▸ Task statement
Count the lines below that include the word "Моис", then give that number and no other words.
[[ Source information open ]]
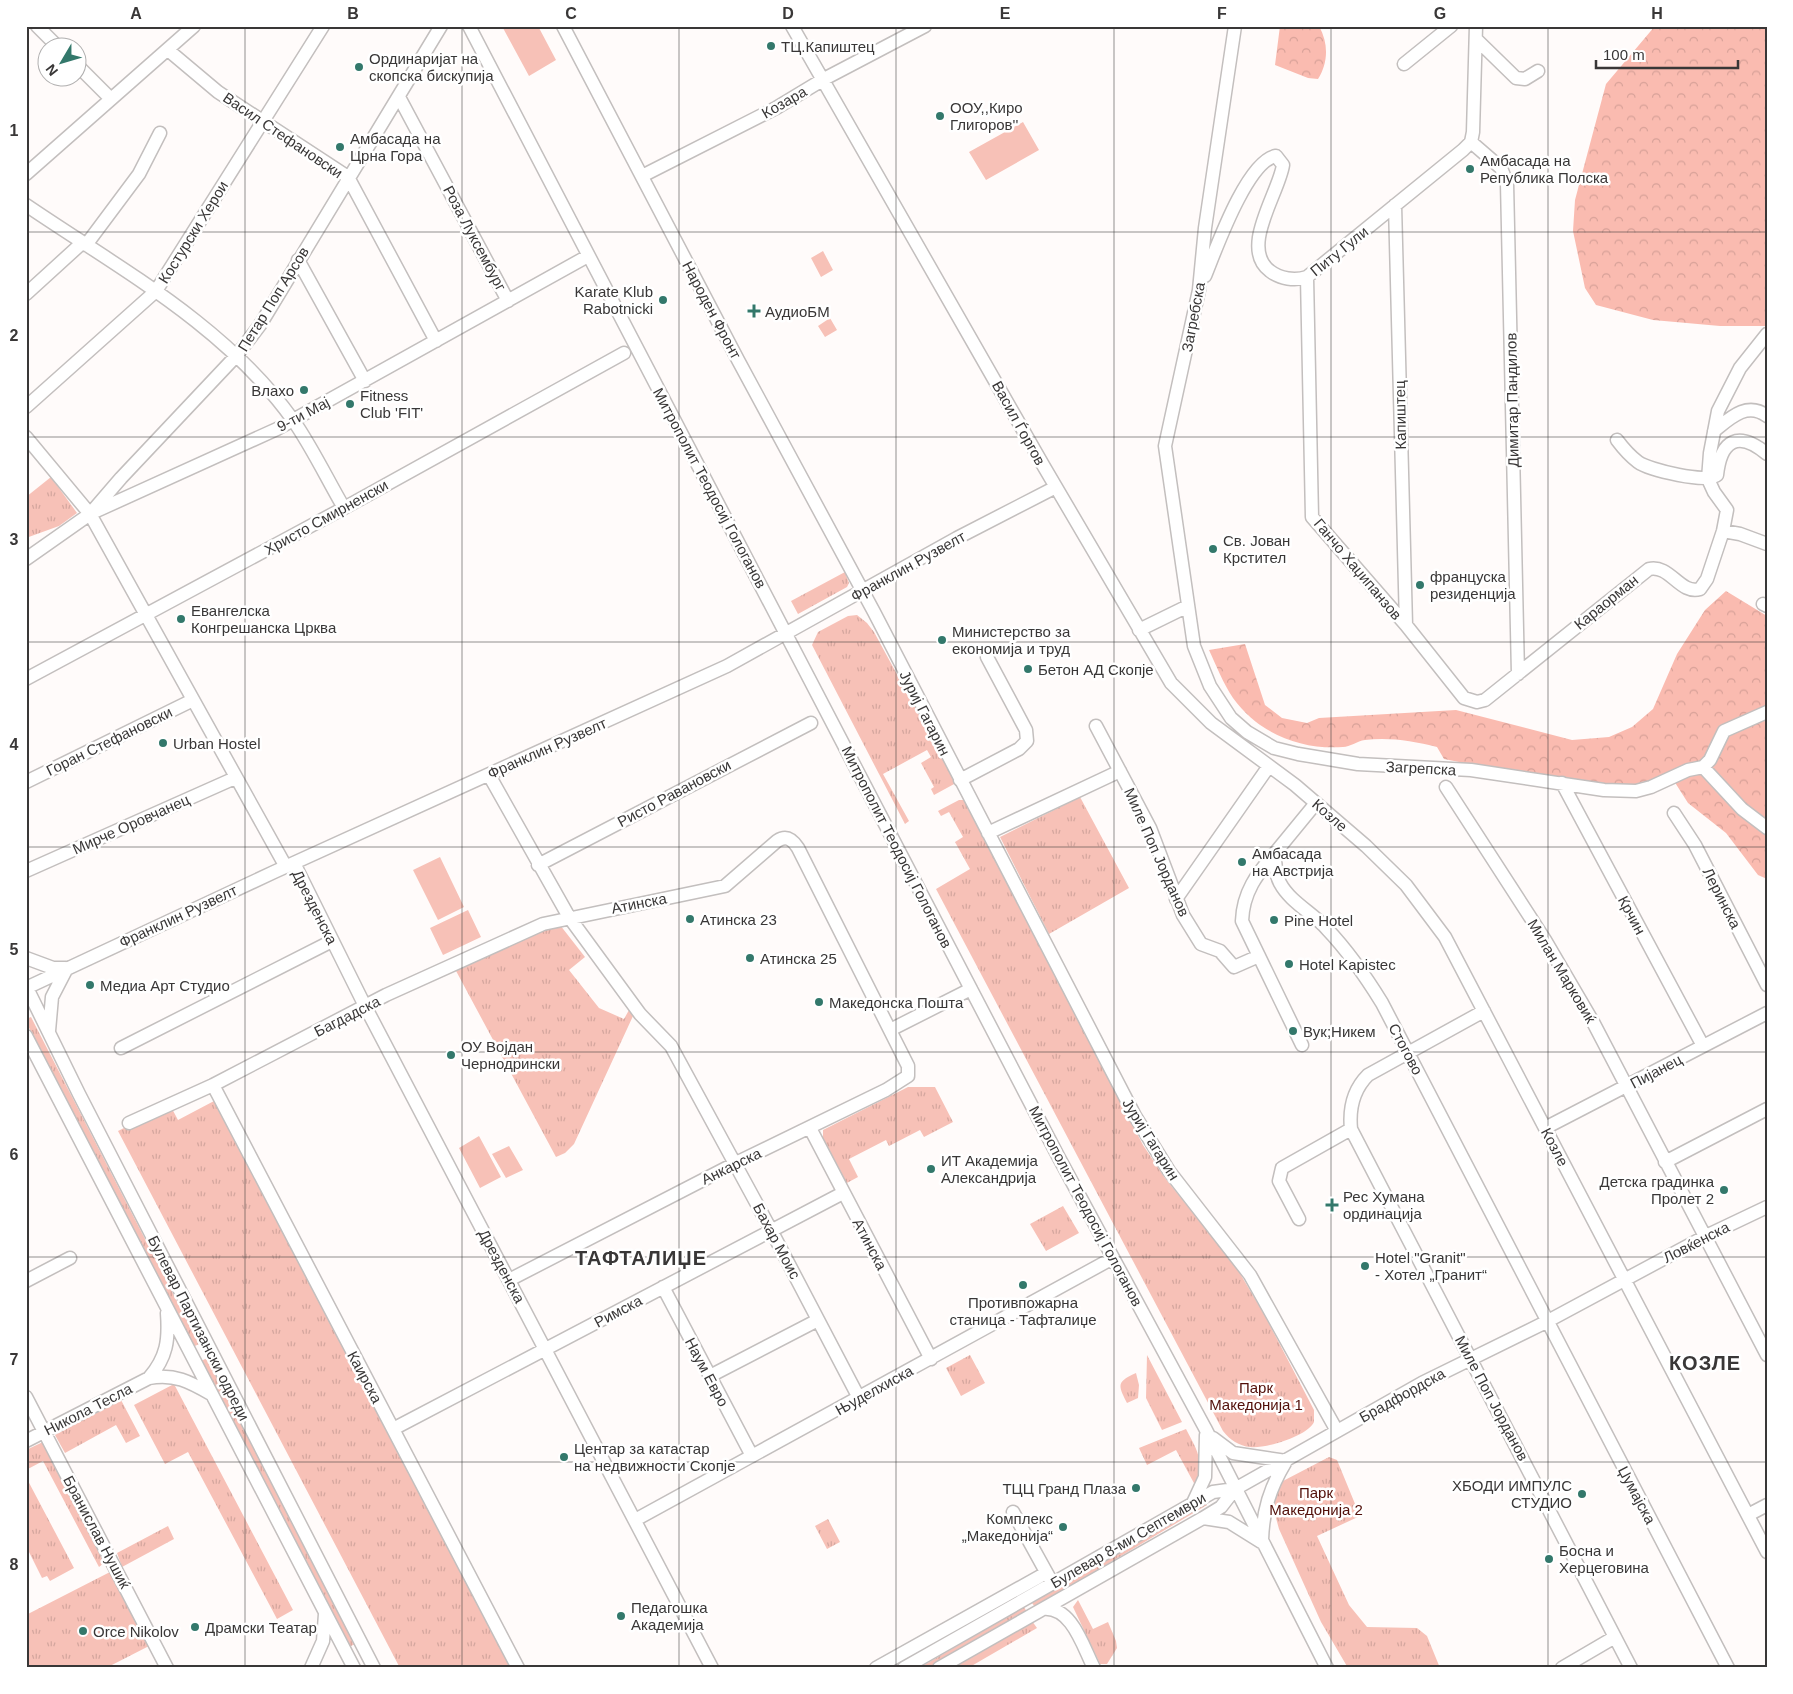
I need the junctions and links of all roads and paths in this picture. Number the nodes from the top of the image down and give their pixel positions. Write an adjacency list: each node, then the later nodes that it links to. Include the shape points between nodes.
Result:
1 (37, 26): 12 (street)
2 (194, 26): 14 (street)
3 (323, 26): 21 (street, Костурски Херои)
4 (441, 26): 19 (street, Петар Поп Арсов)
5 (469, 26): 30 (street, Митрополит Теодосиј Гологанов)
6 (563, 26): 25 (street, Народен Фронт)
7 (792, 26): 18 (street, Васил Ѓоргов)
8 (926, 26): 18 (street, Козара)
9 (1476, 26): 13 (street)
10 (1234, 27): 33 (street, Загребска)
11 (1446, 28): 15 (street)
12 (49, 38)
13 (1476, 39): 16 (street, via 1516,78 1525,79); 23 (street)
14 (168, 50): 20 (street); 21 (street, Васил Стефановски, via 218,92)
15 (1404, 64)
16 (1538, 71)
17 (88, 76): 20 (street)
18 (824, 79): 25 (street, Козара, via 776,108); 50 (street, Васил Ѓоргов)
19 (398, 97): 26 (street, Петар Поп Арсов); 36 (street, Роза Луксембург)
20 (110, 99): 24 (street)
21 (262, 122): 26 (street, Васил Стефановски); 34 (street, Костурски Херои)
22 (160, 133): 29 (street, via 139,174)
23 (1471, 142): 28 (street, Питу Гули); 63 (street, Димитар Пандилов, via 1501,168 1507,183)
24 (26, 174)
25 (642, 176): 56 (street, Народен Фронт)
26 (348, 177): 31 (street, Петар Поп Арсов); 38 (street, Васил Стефановски)
27 (26, 205): 29 (street)
28 (1395, 205): 32 (street, Питу Гули); 59 (street, Капиштец)
29 (84, 244): 34 (street); 35 (street)
30 (588, 256): 36 (street, 9-ти Мај); 61 (street, Митрополит Теодосиј Гологанов)
31 (298, 260): 40 (street, Петар Поп Арсов, via 260,325); 41 (street)
32 (1307, 277): 33 (street, Питу Гули, via 1297,280 1274,275 1262,261 1259,238 1263,218 1283,165 1276,156 1264,161 1231,212); 59 (street, Ганчо Хаџипанзов, via 1312,517)
33 (1199, 290): 57 (street, Загребска, via 1165,446)
34 (156, 291): 40 (street); 42 (street, Костурски Херои)
35 (26, 294)
36 (508, 301): 38 (street, 9-ти Мај)
37 (1767, 334): 45 (street, via 1728,387)
38 (436, 341): 41 (street, 9-ти Мај)
39 (624, 353): 51 (street, Христо Смирненски)
40 (238, 355): 44 (street); 52 (street, Петар Поп Арсов)
41 (365, 381): 44 (street, 9-ти Мај)
42 (26, 407)
43 (1767, 416): 45 (street, via 1760,411 1738,412)
44 (293, 420): 51 (street); 52 (street, 9-ти Мај)
45 (1714, 431): 49 (street)
46 (26, 437): 52 (street, Дрезденска)
47 (1617, 440): 49 (street, via 1640,464)
48 (1767, 454): 49 (street, via 1750,442 1736,441 1725,447 1720,454 1717,475)
49 (1708, 479): 53 (street, Караорман, via 1727,510)
50 (1056, 487): 56 (street, Франклин Рузвелт); 60 (street, Васил Ѓоргов)
51 (344, 508): 58 (street, Христо Смирненски)
52 (90, 514): 55 (street, Петар Поп Арсов); 58 (street, Дрезденска)
53 (1723, 530): 54 (street, via 1760,539); 63 (street, Караорман, via 1707,578 1700,589 1686,587 1661,569 1649,569)
54 (1767, 544)
55 (26, 559)
56 (863, 592): 61 (street, Франклин Рузвелт); 75 (street, Јуриј Гагарин)
57 (1188, 606): 60 (street); 78 (street, Загрепска, via 1199,662 1219,702 1247,732 1274,748 1358,764 1471,770)
58 (146, 615): 64 (street, Христо Смирненски); 65 (street, Дрезденска)
59 (1406, 625): 66 (street, Ганчо Хаџипанзов, via 1464,698 1477,702)
60 (1139, 630): 70 (street, Васил Ѓоргов, via 1171,683 1192,705 1228,737)
61 (787, 634): 73 (street, Франклин Рузвелт, via 727,666); 97 (street, Митрополит Теодосиј Гологанов)
62 (987, 657): 75 (street, via 1026,730 1027,741 1020,749)
63 (1518, 674): 66 (street, Караорман)
64 (26, 679)
65 (192, 700): 74 (street, Дрезденска); 76 (street, Горан Стефановски)
66 (1485, 700)
67 (1767, 712): 71 (street, via 1728,728)
68 (811, 724): 86 (street, Ристо Равановски)
69 (1096, 726): 72 (street, Миле Поп Јорданов)
70 (1270, 766): 77 (street, Васил Ѓоргов); 89 (street)
71 (1703, 767): 78 (street, Загрепска, via 1636,791); 82 (street, via 1742,809)
72 (1120, 771): 83 (street); 89 (street, Миле Поп Јорданов, via 1150,828)
73 (489, 775): 85 (street, Франклин Рузвелт); 86 (street, Бахар Моис)
74 (235, 778): 85 (street, Дрезденска); 87 (street, Мирче Оровчанец)
75 (960, 780): 83 (street, Јуриј Гагарин)
76 (26, 782)
77 (1290, 782): 80 (street, Козле)
78 (1562, 783): 105 (street, Крчин)
79 (1446, 787): 109 (street, Милан Марковиќ, via 1568,979)
80 (1316, 803): 84 (street); 99 (street, Козле, via 1386,864 1423,906 1445,937)
81 (1674, 813): 95 (street, Леринска, via 1695,845)
82 (1767, 828)
83 (988, 833): 142 (street, Јуриј Гагарин, via 1135,1116 1169,1171 1250,1275)
84 (1275, 853): 92 (street, via 1251,885 1243,904 1242,921); 107 (street, Стогово, via 1280,882 1356,962)
85 (290, 865): 91 (street, Дрезденска); 94 (street, Франклин Рузвелт)
86 (538, 865): 90 (street, Бахар Моис)
87 (26, 871)
88 (709, 889): 90 (street, Атинска); 101 (street, Анкарска, via 726,885 779,840 791,840 798,848)
89 (1176, 899): 92 (street, Миле Поп Јорданов, via 1202,944 1220,951 1234,967)
90 (569, 917): 98 (street, Багдадска, via 529,930); 116 (street, Бахар Моис, via 640,1014 671,1046)
91 (332, 941): 98 (street, Дрезденска); 106 (street)
92 (1258, 956): 104 (street)
93 (26, 958): 94 (street, via 54,968)
94 (67, 968): 96 (street, Франклин Рузвелт); 102 (street, via 52,997)
95 (1767, 985)
96 (26, 987): 102 (street, Булевар Партизански одреди)
97 (971, 989): 101 (street); 123 (street, Митрополит Теодосиј Гологанов)
98 (365, 1006): 108 (street, Багдадска); 124 (street, Дрезденска)
99 (1484, 1011): 107 (street, Миле Поп Јорданов); 113 (street, Козле)
100 (1767, 1013): 105 (street, Пијанец)
101 (890, 1030): 112 (street, Анкарска, via 908,1066 908,1076)
102 (49, 1034): 166 (street, Булевар Партизански одреди)
103 (27, 1041): 128 (street, Булевар Партизански одреди)
104 (1302, 1045)
105 (1703, 1046): 109 (street, Пијанец)
106 (121, 1048)
107 (1407, 1052): 114 (street, Миле Поп Јорданов, via 1361,1081 1353,1099); 130 (street, Стогово)
108 (213, 1085): 111 (street, Багдадска); 141 (street, Каирска)
109 (1627, 1087): 113 (street, Пијанец); 115 (street, Милан Марковиќ)
110 (1767, 1110): 115 (street)
111 (129, 1123)
112 (810, 1128): 116 (street, Анкарска); 117 (street, Атинска)
113 (1545, 1128): 125 (street, Козле)
114 (1351, 1129): 119 (street, via 1282,1168 1279,1181); 133 (street, Миле Поп Јорданов)
115 (1665, 1162): 121 (street, Милан Марковиќ)
116 (736, 1163): 120 (street, Бахар Моис); 124 (street, Анкарска)
117 (843, 1192): 120 (street, Римска); 134 (street, Атинска)
118 (1767, 1206): 121 (street, Ловќенска)
119 (1299, 1219)
120 (771, 1230): 127 (street, Римска); 129 (street, Бахар Моис)
121 (1706, 1236): 125 (street, Ловќенска); 132 (street, Милан Марковиќ)
122 (70, 1258): 126 (street)
123 (1113, 1258): 134 (street, Њуделхиска); 140 (street, Митрополит Теодосиј Гологанов)
124 (509, 1280): 131 (street, Дрезденска)
125 (1625, 1280): 130 (street, Брадфордска); 151 (street, Козле)
126 (26, 1281)
127 (663, 1287): 131 (street, Римска); 135 (street, Наум Евро)
128 (166, 1308): 136 (street, Никола Тесла, via 165,1353 161,1364); 137 (street, Булевар Партизански одреди)
129 (818, 1320): 135 (street); 139 (street, Бахар Моис)
130 (1546, 1322): 133 (street, Брадфордска); 176 (street, Џумајска)
131 (545, 1349): 141 (street, Римска); 153 (street, Дрезденска)
132 (1767, 1355)
133 (1471, 1358): 142 (street, Брадфордска); 161 (street, Миле Поп Јорданов)
134 (930, 1359): 139 (street, Њуделхиска)
135 (710, 1376): 145 (street, Наум Евро)
136 (149, 1378): 137 (street, Никола Тесла, via 177,1376); 143 (street, Никола Тесла)
137 (211, 1394): 159 (street, Булевар Партизански одреди)
138 (26, 1397): 143 (street, Бранислав Нушиќ)
139 (859, 1398): 145 (street, Њуделхиска)
140 (1205, 1428): 146 (street, via 1233,1454); 147 (street, Митрополит Теодосиј Гологанов); 148 (street, via 1205,1477)
141 (393, 1429): 167 (street, Каирска)
142 (1337, 1431): 146 (street, Брадфордска)
143 (44, 1432): 144 (street, Никола Тесла); 163 (street, Бранислав Нушиќ)
144 (26, 1441)
145 (752, 1456): 153 (street, Њуделхиска)
146 (1286, 1461): 147 (street, Брадфордска); 154 (street, via 1266,1502)
147 (1235, 1489): 148 (street, Булевар 8-ми Септември, via 1213,1492); 152 (street, Булевар 8-ми Септември, via 1221,1507); 154 (street, Митрополит Теодосиј Гологанов)
148 (1193, 1502): 156 (street, Булевар 8-ми Септември)
149 (1767, 1505): 151 (street)
150 (1012, 1512): 156 (street)
151 (1748, 1515): 155 (street, Козле)
152 (1203, 1518): 154 (street, via 1229,1522); 157 (street, Булевар 8-ми Септември)
153 (635, 1520): 168 (street, Дрезденска)
154 (1262, 1543): 173 (street, Митрополит Теодосиј Гологанов)
155 (1767, 1552)
156 (1050, 1578): 169 (street); 170 (street, Булевар 8-ми Септември)
157 (1074, 1592): 158 (street, Булевар 8-ми Септември); 160 (street, via 1068,1600)
158 (1043, 1609): 160 (street, via 1055,1610); 171 (street, Булевар 8-ми Септември)
159 (325, 1612): 164 (street, via 324,1641); 165 (street, Булевар Партизански одреди)
160 (1066, 1616): 172 (street)
161 (1616, 1637): 162 (street); 175 (street, Миле Поп Јорданов)
162 (1578, 1664): 174 (street)
163 (167, 1668)
164 (311, 1668)
165 (354, 1668)
166 (374, 1668)
167 (518, 1668)
168 (712, 1668)
169 (876, 1668)
170 (904, 1668)
171 (939, 1668)
172 (1094, 1668)
173 (1327, 1668)
174 (1562, 1668)
175 (1632, 1668)
176 (1728, 1668)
[[ Source information closed ]]
▸ Response to this task
6